Stored data:
§ §

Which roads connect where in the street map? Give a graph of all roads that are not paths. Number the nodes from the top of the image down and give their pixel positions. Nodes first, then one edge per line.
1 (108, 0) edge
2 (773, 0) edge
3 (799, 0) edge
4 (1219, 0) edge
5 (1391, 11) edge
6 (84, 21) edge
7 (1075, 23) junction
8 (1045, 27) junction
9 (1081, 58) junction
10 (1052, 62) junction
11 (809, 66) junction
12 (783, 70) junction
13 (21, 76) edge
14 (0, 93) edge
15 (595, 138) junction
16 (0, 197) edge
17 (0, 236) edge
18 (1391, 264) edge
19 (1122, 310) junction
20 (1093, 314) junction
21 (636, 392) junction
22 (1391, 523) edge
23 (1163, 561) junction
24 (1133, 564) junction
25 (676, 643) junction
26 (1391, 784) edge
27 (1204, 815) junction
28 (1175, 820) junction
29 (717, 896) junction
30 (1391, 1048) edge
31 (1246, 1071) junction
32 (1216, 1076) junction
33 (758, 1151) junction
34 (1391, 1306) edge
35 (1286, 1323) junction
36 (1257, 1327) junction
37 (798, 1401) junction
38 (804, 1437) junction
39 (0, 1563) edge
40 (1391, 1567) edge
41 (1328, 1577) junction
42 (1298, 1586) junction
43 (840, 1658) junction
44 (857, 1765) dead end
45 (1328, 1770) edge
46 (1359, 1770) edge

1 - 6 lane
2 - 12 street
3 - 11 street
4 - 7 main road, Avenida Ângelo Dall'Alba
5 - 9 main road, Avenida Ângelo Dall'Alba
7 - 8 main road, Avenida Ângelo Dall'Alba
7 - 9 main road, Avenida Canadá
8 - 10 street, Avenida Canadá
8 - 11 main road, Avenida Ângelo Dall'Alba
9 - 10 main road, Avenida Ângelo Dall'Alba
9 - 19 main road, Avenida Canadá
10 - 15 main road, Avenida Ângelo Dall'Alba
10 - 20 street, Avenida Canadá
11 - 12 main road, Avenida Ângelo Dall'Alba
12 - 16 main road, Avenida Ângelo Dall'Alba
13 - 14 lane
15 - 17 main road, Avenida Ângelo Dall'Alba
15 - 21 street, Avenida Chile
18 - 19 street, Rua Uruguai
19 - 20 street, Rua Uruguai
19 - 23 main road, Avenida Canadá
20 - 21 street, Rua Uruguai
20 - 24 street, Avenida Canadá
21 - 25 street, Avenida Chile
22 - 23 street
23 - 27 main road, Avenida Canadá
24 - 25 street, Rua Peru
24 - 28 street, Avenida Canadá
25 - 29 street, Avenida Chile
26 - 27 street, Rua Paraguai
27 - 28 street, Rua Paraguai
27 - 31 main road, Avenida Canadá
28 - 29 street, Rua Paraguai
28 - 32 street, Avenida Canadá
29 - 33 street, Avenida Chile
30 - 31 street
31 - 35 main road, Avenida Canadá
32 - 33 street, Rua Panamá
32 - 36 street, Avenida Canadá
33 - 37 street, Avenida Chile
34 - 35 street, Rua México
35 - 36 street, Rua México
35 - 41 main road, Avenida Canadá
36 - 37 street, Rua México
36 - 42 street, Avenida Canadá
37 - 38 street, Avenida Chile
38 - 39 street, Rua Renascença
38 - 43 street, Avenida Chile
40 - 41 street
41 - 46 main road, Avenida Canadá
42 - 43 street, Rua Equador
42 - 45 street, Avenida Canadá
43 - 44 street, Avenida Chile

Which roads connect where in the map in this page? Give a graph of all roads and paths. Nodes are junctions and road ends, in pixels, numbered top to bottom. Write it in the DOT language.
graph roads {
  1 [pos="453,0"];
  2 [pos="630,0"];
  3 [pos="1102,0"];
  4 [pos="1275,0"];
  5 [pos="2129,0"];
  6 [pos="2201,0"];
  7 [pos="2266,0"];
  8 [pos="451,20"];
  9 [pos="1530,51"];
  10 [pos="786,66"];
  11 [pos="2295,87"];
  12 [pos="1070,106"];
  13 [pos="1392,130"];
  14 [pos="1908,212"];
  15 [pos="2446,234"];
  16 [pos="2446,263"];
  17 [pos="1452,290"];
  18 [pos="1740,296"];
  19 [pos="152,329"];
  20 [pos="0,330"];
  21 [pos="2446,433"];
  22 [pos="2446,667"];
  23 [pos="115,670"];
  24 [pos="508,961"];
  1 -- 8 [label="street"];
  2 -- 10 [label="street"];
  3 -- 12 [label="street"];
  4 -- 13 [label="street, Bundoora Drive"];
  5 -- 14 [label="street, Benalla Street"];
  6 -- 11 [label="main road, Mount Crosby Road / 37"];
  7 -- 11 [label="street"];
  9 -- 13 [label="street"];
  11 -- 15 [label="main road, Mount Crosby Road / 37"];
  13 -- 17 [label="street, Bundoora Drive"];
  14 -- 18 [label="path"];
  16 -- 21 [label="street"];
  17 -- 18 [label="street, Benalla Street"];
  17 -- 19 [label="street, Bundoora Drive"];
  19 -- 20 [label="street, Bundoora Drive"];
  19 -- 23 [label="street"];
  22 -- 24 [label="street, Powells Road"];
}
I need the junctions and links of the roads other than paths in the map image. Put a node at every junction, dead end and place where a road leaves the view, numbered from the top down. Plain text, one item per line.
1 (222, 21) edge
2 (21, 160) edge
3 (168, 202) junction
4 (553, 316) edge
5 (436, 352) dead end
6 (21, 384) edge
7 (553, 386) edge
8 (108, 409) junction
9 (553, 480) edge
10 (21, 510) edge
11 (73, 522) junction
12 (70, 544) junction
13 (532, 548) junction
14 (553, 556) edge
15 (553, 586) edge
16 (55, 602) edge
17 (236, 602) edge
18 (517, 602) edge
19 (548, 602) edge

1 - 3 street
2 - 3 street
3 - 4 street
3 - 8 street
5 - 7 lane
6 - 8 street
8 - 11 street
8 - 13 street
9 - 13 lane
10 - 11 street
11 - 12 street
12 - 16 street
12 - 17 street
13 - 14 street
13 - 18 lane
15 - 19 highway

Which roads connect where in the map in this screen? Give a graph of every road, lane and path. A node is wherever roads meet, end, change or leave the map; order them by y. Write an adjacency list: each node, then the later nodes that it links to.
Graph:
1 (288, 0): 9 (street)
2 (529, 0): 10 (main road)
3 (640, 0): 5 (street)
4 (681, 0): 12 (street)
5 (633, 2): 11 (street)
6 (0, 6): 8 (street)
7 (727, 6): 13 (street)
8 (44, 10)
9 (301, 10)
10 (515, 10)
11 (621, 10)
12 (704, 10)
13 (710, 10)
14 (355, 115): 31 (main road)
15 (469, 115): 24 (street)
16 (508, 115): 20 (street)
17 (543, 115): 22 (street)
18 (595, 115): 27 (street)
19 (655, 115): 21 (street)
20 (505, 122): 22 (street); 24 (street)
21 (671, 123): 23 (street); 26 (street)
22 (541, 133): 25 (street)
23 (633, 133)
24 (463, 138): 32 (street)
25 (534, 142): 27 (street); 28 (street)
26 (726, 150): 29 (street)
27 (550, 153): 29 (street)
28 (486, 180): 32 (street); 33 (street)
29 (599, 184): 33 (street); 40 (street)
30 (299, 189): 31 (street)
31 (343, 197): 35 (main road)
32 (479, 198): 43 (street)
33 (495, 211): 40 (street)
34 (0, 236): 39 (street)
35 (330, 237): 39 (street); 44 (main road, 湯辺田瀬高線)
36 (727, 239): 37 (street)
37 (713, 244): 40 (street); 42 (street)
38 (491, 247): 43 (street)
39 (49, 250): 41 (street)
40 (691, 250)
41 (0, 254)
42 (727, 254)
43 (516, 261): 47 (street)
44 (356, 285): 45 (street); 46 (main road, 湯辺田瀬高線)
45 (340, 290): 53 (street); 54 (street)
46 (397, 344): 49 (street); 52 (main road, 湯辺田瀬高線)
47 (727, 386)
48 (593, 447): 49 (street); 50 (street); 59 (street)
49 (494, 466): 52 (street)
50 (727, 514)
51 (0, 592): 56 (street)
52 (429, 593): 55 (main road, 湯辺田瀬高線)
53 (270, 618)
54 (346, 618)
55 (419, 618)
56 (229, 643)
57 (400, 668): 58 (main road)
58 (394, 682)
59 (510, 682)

§ §

§ What you have to do
Would you copy each line of the records that contains "dead"?

§ Written response
44 (857, 1765) dead end
I need the junctions and links of the roads other than paths in the map image. Put a node at every junction, dead end and place where a road leaves the view, numbered from the top down. Plain text, one item per line.
5 (436, 352) dead end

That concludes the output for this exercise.